[Provided material — start]
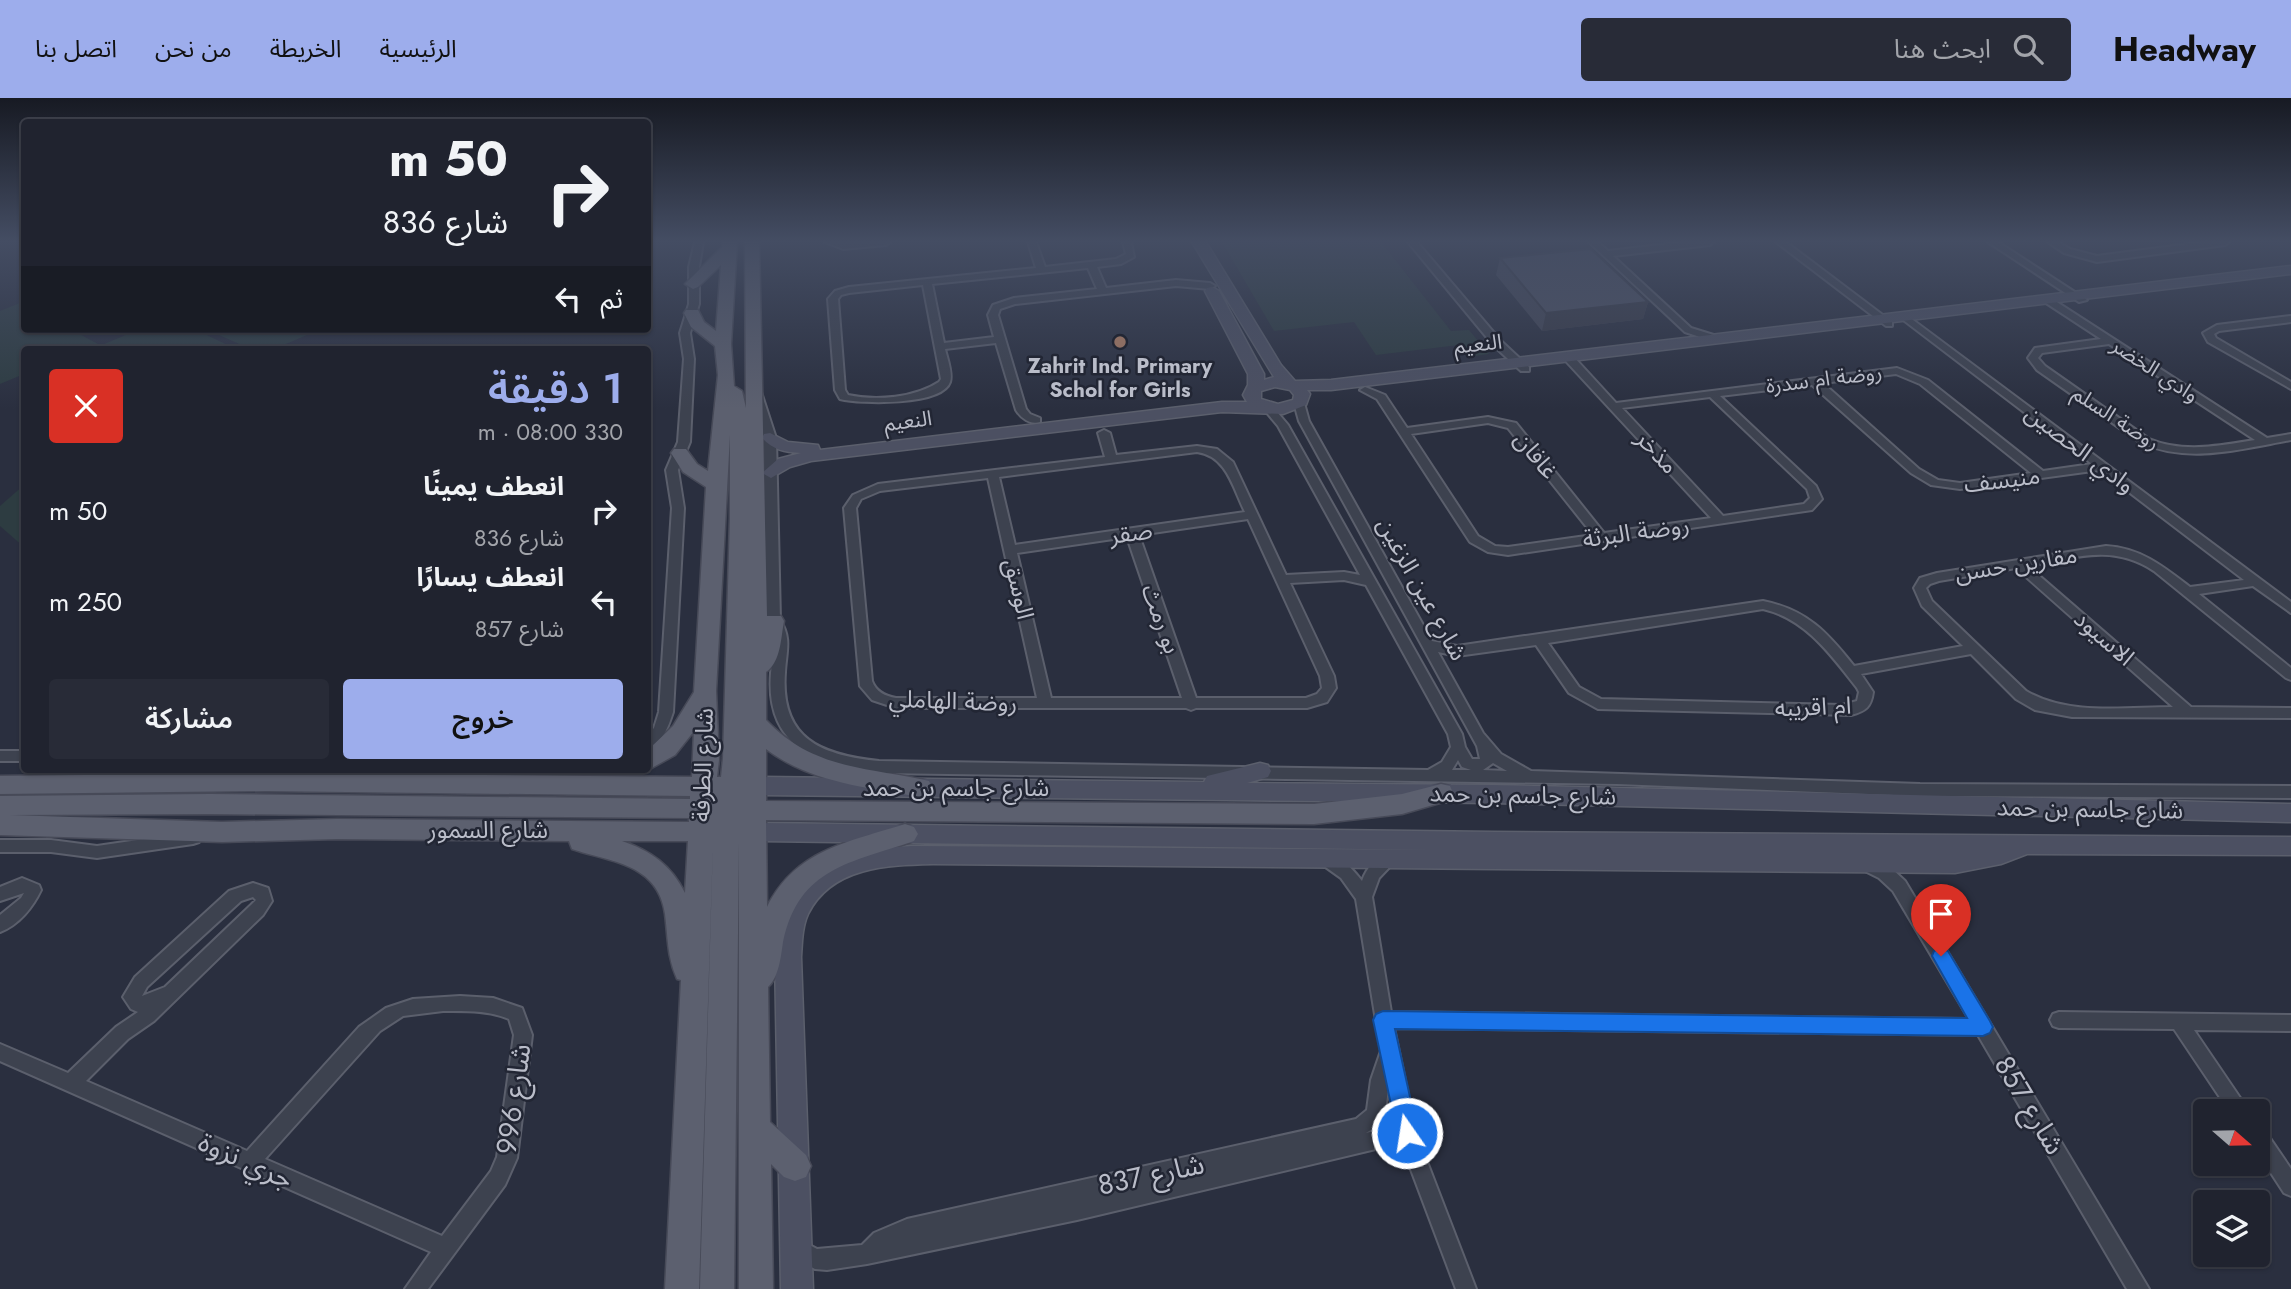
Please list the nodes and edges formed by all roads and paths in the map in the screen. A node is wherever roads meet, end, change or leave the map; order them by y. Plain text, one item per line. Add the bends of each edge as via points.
1 (693, 298) edge
2 (726, 298) edge
3 (753, 298) edge
4 (835, 298) edge
5 (930, 298) edge
6 (1055, 298) edge
7 (1216, 298) edge
8 (1232, 298) edge
9 (1459, 298) edge
10 (1653, 298) edge
11 (1863, 298) edge
12 (1865, 298) edge
13 (2079, 298) joint
14 (2082, 298) edge
15 (2049, 301) junction
16 (692, 313) junction
17 (1896, 320) junction
18 (2289, 320) edge
19 (1000, 339) junction
20 (1716, 339) junction
21 (2110, 341) junction
22 (723, 344) junction
23 (940, 347) junction
24 (1574, 359) junction
25 (1517, 366) junction
26 (726, 375) junction
27 (1812, 380) junction
28 (2291, 386) edge
29 (1255, 388) junction
30 (756, 391) junction
31 (1384, 392) junction
32 (1711, 393) junction
33 (1295, 394) junction
34 (1615, 406) junction
35 (1266, 407) junction
36 (1037, 420) junction
37 (1109, 426) junction
38 (1405, 432) junction
39 (2291, 437) edge
40 (770, 438) junction
41 (2264, 441) junction
42 (680, 453) junction
43 (1112, 460) junction
44 (2103, 466) junction
45 (771, 472) junction
46 (993, 475) junction
47 (2041, 475) junction
48 (716, 485) junction
49 (1252, 515) junction
50 (1720, 520) junction
51 (1132, 533) junction
52 (1601, 537) junction
53 (1010, 550) junction
54 (1360, 561) junction
55 (2019, 564) junction
56 (1344, 576) junction
57 (1281, 579) junction
58 (1372, 582) junction
59 (2255, 582) junction
60 (2187, 592) junction
61 (2291, 609) edge
62 (773, 621) junction
63 (1539, 640) junction
64 (1427, 645) junction
65 (1974, 649) junction
66 (1457, 651) junction
67 (1438, 664) junction
68 (1851, 671) junction
69 (2291, 675) edge
70 (755, 682) junction
71 (705, 691) junction
72 (1045, 703) junction
73 (1191, 705) junction
74 (2188, 713) junction
75 (2291, 713) edge
76 (754, 722) junction
77 (651, 738) edge
78 (1484, 746) junction
79 (1458, 747) junction
80 (811, 750) joint
81 (0, 755) edge
82 (21, 756) edge
83 (651, 759) edge
84 (1260, 771) junction
85 (244, 773) edge
86 (616, 773) edge
87 (1529, 776) junction
88 (266, 782) junction
89 (579, 784) junction
90 (1436, 784) junction
91 (0, 785) edge
92 (920, 788) junction
93 (1190, 789) junction
94 (2291, 792) edge
95 (0, 806) edge
96 (729, 809) junction
97 (2291, 813) edge
98 (0, 825) edge
99 (539, 830) junction
100 (222, 832) junction
101 (905, 834) junction
102 (1223, 837) junction
103 (1549, 841) junction
104 (2026, 844) junction
105 (0, 846) edge
106 (2291, 846) edge
107 (1270, 857) junction
108 (1391, 857) junction
109 (1324, 858) junction
110 (1441, 859) junction
111 (1858, 862) junction
112 (1912, 863) junction
113 (1899, 886) junction
114 (0, 894) edge
115 (1364, 897) junction
116 (0, 925) edge
117 (694, 982) junction
118 (167, 995) junction
119 (753, 996) junction
120 (133, 1001) junction
121 (1383, 1020) junction
122 (2059, 1020) dead end
123 (2178, 1021) junction
124 (2291, 1023) edge
125 (1983, 1027) junction
126 (122, 1033) junction
127 (0, 1052) edge
128 (1389, 1053) junction
129 (71, 1083) junction
130 (2232, 1099) edge
131 (756, 1129) junction
132 (1407, 1133) junction
133 (2270, 1155) edge
134 (250, 1162) junction
135 (795, 1166) junction
136 (2291, 1186) edge
137 (446, 1248) junction
138 (798, 1249) junction
139 (867, 1254) junction
140 (415, 1289) edge
141 (682, 1289) edge
142 (717, 1289) edge
143 (756, 1289) edge
144 (797, 1289) edge
145 (1465, 1289) edge
146 (2139, 1289) edge

1 - 16 street, شارع الطرفة
2 - 22 main road, شارع الطرفة
3 - 30 main road, شارع الطرفة
4 - 23 street via 842,395 864,401 936,390 946,379
5 - 23 street
6 - 19 street via 1000,305 993,312
7 - 29 street via 1256,374
8 - 33 street, شارع عين الزغين via 1273,367
9 - 25 street
10 - 20 street via 1688,330
11 - 17 street
12 - 17 street
13 - 14 street, النعيم
13 - 15 street, النعيم
15 - 17 street, النعيم
15 - 21 street, وادي الخضر
16 - 22 main road via 697,324
16 - 42 street, شارع الطرفة via 686,326 689,359
17 - 20 street, النعيم
17 - 24 street, النعيم
17 - 44 street, وادي الحصين
18 - 28 street via 2217,328 2208,333 2212,340
19 - 23 street
19 - 36 street via 1024,414
20 - 24 street, النعيم
21 - 41 street, وادي الخضر
21 - 41 street, روضة السلم via 2039,350 2033,358 2041,368 2161,449 2185,452
22 - 26 main road, شارع الطرفة
24 - 25 street, النعيم
24 - 34 street, مذخر
25 - 31 street, النعيم
25 - 33 street, النعيم
26 - 48 main road, شارع الطرفة
26 - 96 main road via 737,405 740,465 739,608
27 - 32 street, روضة ام سدرة
27 - 47 street, روضة ام سدرة via 1890,370 1912,375
27 - 47 street, منيسف via 1927,480 1953,486
29 - 33 street, النعيم via 1274,382
29 - 35 street via 1252,398
29 - 36 street, النعيم via 1227,397
30 - 40 street, شارع الطرفة
30 - 70 main road, شارع الطرفة
31 - 33 street, النعيم
31 - 38 street, روضة البرثة
32 - 34 street, روضة ام سدرة
32 - 50 street, روضة البرثة via 1816,494 1808,507
33 - 35 street, النعيم via 1289,408
33 - 64 street, شارع عين الزغين via 1304,421
34 - 50 street, مذخر
35 - 37 street, النعيم via 1230,407
35 - 54 street, شارع عين الزغين via 1283,425
36 - 40 street, النعيم via 809,449 784,447
37 - 43 street
37 - 45 street, النعيم via 1086,423 810,456
38 - 52 street, غافان via 1488,420 1512,425
38 - 52 street, روضة البرثة via 1474,538 1485,546 1508,551
39 - 41 street, روضة السلم
40 - 45 street, شارع الطرفة
42 - 48 main road via 690,468
42 - 77 street, شارع الطرفة via 672,475 678,508 666,712 660,730
43 - 46 street, روضة الهاملي
43 - 49 street, روضة الهاملي via 1213,451 1227,462
44 - 47 street, منيسف
44 - 59 street, وادي الحصين
45 - 62 street, شارع الطرفة
46 - 53 street, الوسق
46 - 72 street, روضة الهاملي via 873,489 852,502 865,681 872,695 896,703
48 - 71 main road, شارع الطرفة
49 - 51 street, صقر
49 - 57 street, روضة الهاملي
50 - 52 street, روضة البرثة
51 - 53 street, صقر
51 - 73 street, بو رمث
53 - 72 street, الوسق
54 - 56 street
54 - 58 street, شارع عين الزغين
55 - 60 street, مقارين حسن via 2098,550 2122,551 2148,561
55 - 65 street, مقارين حسن via 1937,577 1922,584 1920,593 1927,603
55 - 74 street, الاسيود
56 - 57 street
56 - 58 street
57 - 73 street, روضة الهاملي via 1327,676 1326,693 1307,703
58 - 79 street, شارع عين الزغين
59 - 60 street
59 - 61 street, وادي الحصين
60 - 69 street, مقارين حسن
62 - 70 main road via 768,651
62 - 80 street, شارع الطرفة via 783,634 776,688 780,715 788,730
63 - 66 street, ام اقريبه
63 - 68 street, ام اقريبه via 1763,605 1802,618
63 - 68 street, ام اقريبه via 1581,696 1608,705 1851,710 1867,698
64 - 66 street, ام اقريبه
64 - 67 street, شارع عين الزغين
65 - 68 street
65 - 74 street, مقارين حسن via 2021,695 2051,710
66 - 67 street, ام اقريبه
67 - 78 street, شارع عين الزغين
70 - 76 main road, شارع الطرفة
71 - 83 main road via 680,735
71 - 96 main road, شارع الطرفة via 707,760
72 - 73 street, روضة الهاملي
74 - 75 street, مقارين حسن
76 - 92 main road via 775,746 818,770
76 - 96 main road, شارع الطرفة
78 - 79 street via 1488,760 1477,766 1467,763
78 - 87 street, شارع عين الزغين via 1503,763
79 - 90 street
80 - 84 street, شارع جاسم بن حمد via 838,762 879,767
81 - 82 street
84 - 90 street, شارع جاسم بن حمد
84 - 93 street
85 - 88 main road
86 - 89 main road
87 - 90 street, شارع جاسم بن حمد
87 - 94 street, شارع جاسم بن حمد via 1920,790
88 - 89 main road, شارع السمور
88 - 91 main road, شارع السمور
89 - 96 main road, شارع السمور
90 - 93 street, شارع جاسم بن حمد
90 - 96 main road via 1402,804 1314,814
90 - 97 street, شارع جاسم بن حمد
92 - 93 street, شارع جاسم بن حمد
92 - 96 street, شارع جاسم بن حمد
95 - 96 main road
96 - 99 main road, شارع السمور
96 - 101 street, شارع جاسم بن حمد
96 - 117 main road, شارع الطرفة
96 - 119 main road, شارع الطرفة
96 - 142 main road
98 - 100 main road, شارع السمور
99 - 100 main road, شارع السمور
99 - 117 main road via 557,838 621,850 657,870 673,894 682,952
100 - 105 street, شارع السمور via 110,851
101 - 102 street, شارع جاسم بن حمد
101 - 119 main road via 836,855 799,880 779,908
102 - 103 street, شارع جاسم بن حمد
102 - 107 street
103 - 104 street, شارع جاسم بن حمد
103 - 110 street via 1523,850 1473,851
104 - 106 street, شارع جاسم بن حمد
104 - 112 street, شارع جاسم بن حمد via 1987,859
107 - 109 street, شارع جاسم بن حمد
107 - 135 street, شارع جاسم بن حمد via 889,857 855,863 820,882 795,915 790,936
108 - 109 street, شارع جاسم بن حمد
108 - 110 street, شارع جاسم بن حمد
108 - 115 street via 1372,874
109 - 115 street via 1347,873
110 - 111 street, شارع جاسم بن حمد
111 - 112 street, شارع جاسم بن حمد
111 - 113 street, شارع 857 via 1885,873
112 - 113 street
113 - 125 street, شارع 857
114 - 116 street via 22,885 33,890 27,903
115 - 121 street
117 - 141 main road, شارع الطرفة
118 - 120 street via 148,1004
118 - 120 street via 257,910 264,901 262,893 253,890 235,896 136,987
118 - 126 street
119 - 131 main road, شارع الطرفة
120 - 126 street
121 - 125 street
121 - 128 street
122 - 123 street
123 - 124 street
123 - 130 street
125 - 146 street, شارع 857
126 - 129 street
127 - 129 street, جري نزوة
128 - 132 street
128 - 139 street, شارع 837 via 1375,1115 1353,1130 907,1229 881,1240
129 - 134 street, جري نزوة
131 - 135 main road
131 - 143 main road, شارع الطرفة
132 - 139 street, شارع 837
132 - 145 street
133 - 136 street
134 - 137 street, جري نزوة
134 - 137 street, شارع 996 via 382,1019 421,1005 503,1007 516,1014 523,1035 507,1158 498,1178
135 - 138 street
137 - 140 street
138 - 139 street, شارع 837 via 827,1260
138 - 144 street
[Provided material — finish]
• Problem to work on:
Return all lines in the data that include the word "سدرة".

• Answer box:
27 - 32 street, روضة ام سدرة
27 - 47 street, روضة ام سدرة via 1890,370 1912,375
32 - 34 street, روضة ام سدرة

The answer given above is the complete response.